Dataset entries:
=-=-=-=-=

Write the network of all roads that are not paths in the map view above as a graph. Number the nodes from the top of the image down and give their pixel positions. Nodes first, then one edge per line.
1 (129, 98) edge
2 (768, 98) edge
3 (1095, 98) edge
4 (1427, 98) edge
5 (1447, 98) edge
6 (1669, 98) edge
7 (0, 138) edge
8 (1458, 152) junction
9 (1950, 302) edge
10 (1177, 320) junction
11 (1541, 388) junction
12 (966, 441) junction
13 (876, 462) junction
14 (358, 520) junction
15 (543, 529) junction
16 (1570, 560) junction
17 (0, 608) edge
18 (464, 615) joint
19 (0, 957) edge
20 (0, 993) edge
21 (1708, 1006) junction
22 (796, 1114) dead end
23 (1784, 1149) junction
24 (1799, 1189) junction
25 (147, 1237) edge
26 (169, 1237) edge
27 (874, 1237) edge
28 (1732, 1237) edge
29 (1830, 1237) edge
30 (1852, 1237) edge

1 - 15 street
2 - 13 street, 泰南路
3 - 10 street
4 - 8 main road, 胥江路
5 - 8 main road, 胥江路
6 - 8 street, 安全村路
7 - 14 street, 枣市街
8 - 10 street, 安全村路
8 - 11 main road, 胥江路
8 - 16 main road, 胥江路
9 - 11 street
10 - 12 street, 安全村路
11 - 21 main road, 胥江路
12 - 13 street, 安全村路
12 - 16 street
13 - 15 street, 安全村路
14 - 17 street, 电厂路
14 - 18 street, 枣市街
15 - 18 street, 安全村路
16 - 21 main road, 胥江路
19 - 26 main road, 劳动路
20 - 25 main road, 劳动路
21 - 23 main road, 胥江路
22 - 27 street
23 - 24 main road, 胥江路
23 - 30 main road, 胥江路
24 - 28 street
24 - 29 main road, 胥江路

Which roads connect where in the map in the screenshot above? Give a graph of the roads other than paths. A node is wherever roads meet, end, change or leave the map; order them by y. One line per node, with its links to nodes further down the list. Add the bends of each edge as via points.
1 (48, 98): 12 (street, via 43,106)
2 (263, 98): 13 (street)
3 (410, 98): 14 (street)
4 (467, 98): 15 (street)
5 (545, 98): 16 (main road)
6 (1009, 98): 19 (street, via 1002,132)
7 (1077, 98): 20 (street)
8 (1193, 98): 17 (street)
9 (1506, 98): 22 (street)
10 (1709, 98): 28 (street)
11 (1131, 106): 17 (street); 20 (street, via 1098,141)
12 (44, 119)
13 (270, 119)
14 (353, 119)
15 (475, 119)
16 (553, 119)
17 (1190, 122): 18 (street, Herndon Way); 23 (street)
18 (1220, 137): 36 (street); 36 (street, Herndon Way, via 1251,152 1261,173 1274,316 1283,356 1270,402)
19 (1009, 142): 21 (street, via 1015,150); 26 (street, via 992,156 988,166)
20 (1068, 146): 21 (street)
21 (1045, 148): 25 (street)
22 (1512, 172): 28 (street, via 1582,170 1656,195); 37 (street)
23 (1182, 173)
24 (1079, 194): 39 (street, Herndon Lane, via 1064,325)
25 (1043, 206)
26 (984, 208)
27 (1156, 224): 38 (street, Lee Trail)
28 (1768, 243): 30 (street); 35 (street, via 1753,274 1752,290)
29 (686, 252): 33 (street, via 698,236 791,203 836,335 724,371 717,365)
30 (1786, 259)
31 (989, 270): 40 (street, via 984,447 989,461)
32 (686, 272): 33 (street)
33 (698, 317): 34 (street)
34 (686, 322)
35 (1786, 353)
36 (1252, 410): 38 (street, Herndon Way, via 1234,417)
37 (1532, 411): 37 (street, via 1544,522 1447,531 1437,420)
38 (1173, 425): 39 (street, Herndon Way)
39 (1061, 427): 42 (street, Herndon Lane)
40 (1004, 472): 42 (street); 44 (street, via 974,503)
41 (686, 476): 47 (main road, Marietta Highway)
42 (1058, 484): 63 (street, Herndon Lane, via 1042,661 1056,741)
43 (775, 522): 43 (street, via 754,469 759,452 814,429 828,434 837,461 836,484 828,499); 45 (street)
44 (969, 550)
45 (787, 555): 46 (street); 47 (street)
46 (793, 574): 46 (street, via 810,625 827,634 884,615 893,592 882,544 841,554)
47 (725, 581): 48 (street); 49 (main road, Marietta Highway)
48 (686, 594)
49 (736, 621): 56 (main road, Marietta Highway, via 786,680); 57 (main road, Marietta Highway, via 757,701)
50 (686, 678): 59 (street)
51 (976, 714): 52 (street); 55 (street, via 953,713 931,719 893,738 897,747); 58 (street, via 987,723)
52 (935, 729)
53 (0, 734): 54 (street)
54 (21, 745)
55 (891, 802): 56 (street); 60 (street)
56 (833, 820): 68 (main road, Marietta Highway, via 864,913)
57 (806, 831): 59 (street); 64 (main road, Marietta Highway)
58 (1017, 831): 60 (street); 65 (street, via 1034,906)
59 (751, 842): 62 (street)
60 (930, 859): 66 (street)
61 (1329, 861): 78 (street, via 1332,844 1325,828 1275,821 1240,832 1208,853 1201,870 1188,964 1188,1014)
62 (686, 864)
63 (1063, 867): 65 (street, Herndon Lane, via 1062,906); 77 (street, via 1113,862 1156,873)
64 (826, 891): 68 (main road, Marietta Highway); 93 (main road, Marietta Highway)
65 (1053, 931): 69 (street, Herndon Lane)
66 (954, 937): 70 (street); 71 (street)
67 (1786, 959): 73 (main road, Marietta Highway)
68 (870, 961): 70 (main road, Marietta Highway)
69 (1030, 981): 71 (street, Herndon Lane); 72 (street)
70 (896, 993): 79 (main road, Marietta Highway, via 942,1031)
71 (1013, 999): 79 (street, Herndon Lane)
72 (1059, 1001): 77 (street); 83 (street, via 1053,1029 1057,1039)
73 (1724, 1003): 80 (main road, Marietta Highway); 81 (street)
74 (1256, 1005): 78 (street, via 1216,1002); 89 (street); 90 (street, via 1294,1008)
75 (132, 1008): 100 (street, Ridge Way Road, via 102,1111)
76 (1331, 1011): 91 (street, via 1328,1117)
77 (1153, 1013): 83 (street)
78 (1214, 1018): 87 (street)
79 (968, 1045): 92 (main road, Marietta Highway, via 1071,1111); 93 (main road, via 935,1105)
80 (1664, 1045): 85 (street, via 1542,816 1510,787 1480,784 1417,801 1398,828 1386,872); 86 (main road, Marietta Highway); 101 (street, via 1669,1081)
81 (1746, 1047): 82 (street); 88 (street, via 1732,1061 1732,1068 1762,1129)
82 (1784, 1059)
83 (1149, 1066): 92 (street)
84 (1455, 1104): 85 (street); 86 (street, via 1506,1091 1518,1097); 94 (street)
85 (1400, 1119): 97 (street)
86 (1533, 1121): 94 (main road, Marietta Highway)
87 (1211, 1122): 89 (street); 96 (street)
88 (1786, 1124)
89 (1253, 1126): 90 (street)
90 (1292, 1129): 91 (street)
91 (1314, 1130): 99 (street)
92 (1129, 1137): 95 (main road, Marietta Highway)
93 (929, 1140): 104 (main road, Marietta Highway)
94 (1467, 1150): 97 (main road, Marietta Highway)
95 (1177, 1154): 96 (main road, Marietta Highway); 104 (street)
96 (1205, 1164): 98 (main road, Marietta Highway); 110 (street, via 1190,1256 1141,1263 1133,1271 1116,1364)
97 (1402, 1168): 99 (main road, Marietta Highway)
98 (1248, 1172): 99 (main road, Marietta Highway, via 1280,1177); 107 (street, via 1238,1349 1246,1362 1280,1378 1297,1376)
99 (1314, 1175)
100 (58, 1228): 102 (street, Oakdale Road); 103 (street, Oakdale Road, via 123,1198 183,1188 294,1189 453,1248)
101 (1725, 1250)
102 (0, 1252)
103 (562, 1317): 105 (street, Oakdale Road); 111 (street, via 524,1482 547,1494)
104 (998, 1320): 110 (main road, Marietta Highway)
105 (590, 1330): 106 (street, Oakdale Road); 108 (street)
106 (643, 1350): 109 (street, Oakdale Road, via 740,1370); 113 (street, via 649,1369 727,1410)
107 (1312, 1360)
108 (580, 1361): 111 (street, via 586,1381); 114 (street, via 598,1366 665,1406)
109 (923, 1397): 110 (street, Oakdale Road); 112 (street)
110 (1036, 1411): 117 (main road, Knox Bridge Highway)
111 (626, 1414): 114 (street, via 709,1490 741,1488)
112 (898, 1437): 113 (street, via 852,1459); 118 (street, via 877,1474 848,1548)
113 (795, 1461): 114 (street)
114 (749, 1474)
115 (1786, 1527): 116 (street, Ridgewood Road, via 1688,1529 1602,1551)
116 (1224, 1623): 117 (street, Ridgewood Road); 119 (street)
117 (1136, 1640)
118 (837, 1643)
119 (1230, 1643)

=-=-=-=-=

Task details:
Go through the lines above and tally those with the string "Ridgewood". The total is all that is needed.

Answer space:
2